I prefer to use YPAO to adjust the PEQ ... is better than using my ears to adjust the sound :bigsmile:

All advise/comments are appreciated ...:bigsmile:


----------



## tonyvdb (Sep 5, 2007)

Hi David, You should conect the amp and the speakers up as you intend to use it and then run the YAPO setup. You would need to first do a level check by going into the test tone setting on the Yamaha so that you have the amp level somewhat correct.


----------



## salvasol (Oct 31, 2006)

tonyvdb said:


> Hi David, You should conect the amp and the speakers up as you intend to use it and then run the YAPO setup. You would need to first do a level check by going into the test tone setting on the Yamaha so that you have the amp level somewhat correct.


Got it, Thank you for the response ...:T

Isn't true that when the AVR do the autocalibration it will set the volume and level to zero and then adjust the level of each speaker??? ... Do you think that I can have any problems or damage any speaker???

Another question: I think you're using a Samson too, Right??? ... How do you turn on the system, in which order (AVR ... AMP or AMP ... AVR)??? ... I don't want to damage the speakers with a hump noise that happens sometimes when you turn on/off the equipment.

How does a 12V trigger work??? ... can it be used with the amp??? ... I think it need to have that option in the connections in the back, Right??? ... Do you leave the amp on all the time, or you turn it on/off everytime you use it??? 

Sorry for all questions ... I just want to be prepared :bigsmile:


----------



## tonyvdb (Sep 5, 2007)

salvasol said:


> Isn't true that when the AVR do the autocalibration it will set the volume and level to zero and then adjust the level of each speaker??? ... Do you think that I can have any problems or damage any speaker???


Yes this should be the case. If your concerned the best thing you can do is do a level check befor you do the YAPO as you will be fairly close to what the receiver wants. I run my Samson at 3/4 on both outputs so try that for starters.



> Another question: I think you're using a Samson too, Right??? ... How do you turn on the system, in which order (AVR ... AMP or AMP ... AVR)??? ... I don't want to damage the speakers with a hump noise that happens sometimes when you turn on/off the equipment.

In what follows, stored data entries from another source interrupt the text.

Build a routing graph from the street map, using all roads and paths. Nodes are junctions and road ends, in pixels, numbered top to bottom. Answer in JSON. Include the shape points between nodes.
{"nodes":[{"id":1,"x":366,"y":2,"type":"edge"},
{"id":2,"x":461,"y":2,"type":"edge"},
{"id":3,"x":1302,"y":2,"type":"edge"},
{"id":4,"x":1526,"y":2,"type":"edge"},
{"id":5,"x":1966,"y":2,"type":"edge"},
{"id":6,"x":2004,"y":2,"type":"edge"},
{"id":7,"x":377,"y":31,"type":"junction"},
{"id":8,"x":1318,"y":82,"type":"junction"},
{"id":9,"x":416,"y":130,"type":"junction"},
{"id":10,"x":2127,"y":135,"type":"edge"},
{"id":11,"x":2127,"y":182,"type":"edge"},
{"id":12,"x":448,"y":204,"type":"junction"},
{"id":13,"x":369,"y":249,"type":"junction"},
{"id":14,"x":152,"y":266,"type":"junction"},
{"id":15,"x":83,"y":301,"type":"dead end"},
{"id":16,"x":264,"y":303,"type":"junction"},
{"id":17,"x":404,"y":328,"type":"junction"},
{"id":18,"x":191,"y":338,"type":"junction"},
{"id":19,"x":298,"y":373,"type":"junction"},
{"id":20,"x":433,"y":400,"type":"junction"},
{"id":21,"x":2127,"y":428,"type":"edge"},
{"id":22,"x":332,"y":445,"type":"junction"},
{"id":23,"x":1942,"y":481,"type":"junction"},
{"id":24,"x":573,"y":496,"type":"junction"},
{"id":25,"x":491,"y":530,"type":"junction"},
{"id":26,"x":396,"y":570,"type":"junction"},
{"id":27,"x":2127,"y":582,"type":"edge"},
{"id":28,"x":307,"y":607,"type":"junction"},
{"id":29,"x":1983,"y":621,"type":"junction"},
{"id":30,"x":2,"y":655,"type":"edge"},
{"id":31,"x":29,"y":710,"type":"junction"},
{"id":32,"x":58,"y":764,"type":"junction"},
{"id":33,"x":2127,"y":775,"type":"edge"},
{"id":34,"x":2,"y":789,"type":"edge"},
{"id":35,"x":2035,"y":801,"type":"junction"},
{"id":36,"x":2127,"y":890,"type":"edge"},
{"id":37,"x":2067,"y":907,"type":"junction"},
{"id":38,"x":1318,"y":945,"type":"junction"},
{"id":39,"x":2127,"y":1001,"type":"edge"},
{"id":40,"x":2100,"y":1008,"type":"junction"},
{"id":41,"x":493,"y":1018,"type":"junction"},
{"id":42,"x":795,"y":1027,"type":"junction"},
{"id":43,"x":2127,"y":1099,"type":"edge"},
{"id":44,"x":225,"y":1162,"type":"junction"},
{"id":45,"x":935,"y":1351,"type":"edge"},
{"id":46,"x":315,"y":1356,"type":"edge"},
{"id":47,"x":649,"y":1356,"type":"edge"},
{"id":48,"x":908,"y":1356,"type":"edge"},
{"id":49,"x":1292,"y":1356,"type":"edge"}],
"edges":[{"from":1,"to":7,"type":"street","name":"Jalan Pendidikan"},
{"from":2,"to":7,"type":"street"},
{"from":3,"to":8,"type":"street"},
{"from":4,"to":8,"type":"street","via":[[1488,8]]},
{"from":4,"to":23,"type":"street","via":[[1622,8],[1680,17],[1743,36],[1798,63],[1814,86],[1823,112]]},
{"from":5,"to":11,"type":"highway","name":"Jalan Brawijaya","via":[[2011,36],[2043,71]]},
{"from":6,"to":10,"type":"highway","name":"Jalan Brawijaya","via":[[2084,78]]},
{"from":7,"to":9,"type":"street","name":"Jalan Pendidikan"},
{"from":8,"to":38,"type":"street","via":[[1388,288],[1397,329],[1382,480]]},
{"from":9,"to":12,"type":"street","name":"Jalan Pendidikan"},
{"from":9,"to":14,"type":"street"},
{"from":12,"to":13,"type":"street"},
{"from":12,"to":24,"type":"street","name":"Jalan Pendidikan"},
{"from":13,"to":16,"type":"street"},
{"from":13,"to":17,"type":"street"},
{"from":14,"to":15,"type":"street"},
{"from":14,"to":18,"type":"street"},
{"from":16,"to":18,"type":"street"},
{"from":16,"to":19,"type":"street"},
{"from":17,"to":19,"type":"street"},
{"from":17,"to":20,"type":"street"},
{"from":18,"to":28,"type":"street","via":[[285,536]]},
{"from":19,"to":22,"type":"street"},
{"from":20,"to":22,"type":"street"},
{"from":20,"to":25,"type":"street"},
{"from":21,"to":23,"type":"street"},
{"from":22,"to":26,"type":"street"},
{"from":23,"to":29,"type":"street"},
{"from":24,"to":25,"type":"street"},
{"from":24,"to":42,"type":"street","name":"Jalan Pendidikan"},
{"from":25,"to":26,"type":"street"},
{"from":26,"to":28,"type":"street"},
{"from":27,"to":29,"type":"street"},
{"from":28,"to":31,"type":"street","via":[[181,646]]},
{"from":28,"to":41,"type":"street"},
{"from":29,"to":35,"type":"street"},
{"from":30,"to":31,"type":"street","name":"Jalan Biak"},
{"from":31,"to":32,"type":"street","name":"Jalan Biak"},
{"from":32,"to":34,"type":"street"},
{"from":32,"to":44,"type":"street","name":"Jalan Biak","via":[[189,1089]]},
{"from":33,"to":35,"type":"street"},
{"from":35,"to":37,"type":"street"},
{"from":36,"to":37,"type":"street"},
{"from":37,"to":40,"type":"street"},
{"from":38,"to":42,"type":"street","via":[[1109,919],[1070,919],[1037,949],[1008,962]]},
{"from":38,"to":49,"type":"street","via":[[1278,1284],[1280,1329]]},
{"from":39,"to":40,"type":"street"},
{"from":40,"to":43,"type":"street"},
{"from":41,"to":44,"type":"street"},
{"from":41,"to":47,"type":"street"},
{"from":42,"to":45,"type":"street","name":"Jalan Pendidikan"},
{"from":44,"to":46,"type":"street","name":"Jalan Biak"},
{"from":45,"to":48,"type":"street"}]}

I turn my amp on first but it really makes no difference as I have done it after as well and never even heard a pop either way.



> How does a 12V trigger work??? ... can it be used with the amp??? ... I think it need to have that option in the connections in the back, Right??? ... Do you leave the amp on all the time, or you turn it on/off everytime you use it???


You would need a 12v to 120volt relay to make that work unless your Samson and Yamaha has the 12v trigger input/output. 
I turn my amp off after I am done, uses less power that way and it really doesn't hurt.


----------



## salvasol (Oct 31, 2006)

tonyvdb said:


> You would need a 12v to 120volt relay to make that work unless your Samson and Yamaha has the 12v trigger input/output.
> I turn my amp off after I am done, uses less power that way and it really doesn't hurt.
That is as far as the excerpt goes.